→ Entries supplied
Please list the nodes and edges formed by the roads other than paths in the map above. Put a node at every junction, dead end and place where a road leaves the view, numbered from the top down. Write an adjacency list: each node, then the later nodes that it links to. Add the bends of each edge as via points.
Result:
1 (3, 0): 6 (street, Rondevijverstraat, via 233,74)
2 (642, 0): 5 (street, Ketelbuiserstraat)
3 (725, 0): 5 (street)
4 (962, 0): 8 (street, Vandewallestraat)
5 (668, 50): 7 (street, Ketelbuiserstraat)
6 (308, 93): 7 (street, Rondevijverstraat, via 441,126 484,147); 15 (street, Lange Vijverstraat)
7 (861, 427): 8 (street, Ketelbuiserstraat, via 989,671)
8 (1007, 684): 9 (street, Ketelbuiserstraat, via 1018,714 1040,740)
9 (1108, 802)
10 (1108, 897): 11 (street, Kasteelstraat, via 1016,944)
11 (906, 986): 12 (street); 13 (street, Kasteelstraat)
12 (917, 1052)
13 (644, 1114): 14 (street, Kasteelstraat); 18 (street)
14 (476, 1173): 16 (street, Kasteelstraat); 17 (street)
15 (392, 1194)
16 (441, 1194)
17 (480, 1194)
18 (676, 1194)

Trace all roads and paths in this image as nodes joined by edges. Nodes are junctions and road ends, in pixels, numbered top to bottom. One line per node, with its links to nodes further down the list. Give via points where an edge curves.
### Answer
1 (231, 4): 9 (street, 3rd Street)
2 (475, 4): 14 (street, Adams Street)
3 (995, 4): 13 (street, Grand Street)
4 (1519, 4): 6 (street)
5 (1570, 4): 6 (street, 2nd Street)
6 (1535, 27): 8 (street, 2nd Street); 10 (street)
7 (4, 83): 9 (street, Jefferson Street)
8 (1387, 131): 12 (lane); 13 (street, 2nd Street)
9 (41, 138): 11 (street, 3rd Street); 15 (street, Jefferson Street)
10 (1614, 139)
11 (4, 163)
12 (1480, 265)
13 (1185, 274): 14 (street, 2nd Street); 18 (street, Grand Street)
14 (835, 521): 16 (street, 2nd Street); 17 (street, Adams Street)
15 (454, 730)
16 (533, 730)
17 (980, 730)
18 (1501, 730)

→ What you are asked to do
Check each line above for the word "numbered". Then state how many lines contain it, and nothing more.

→ Exercise response
2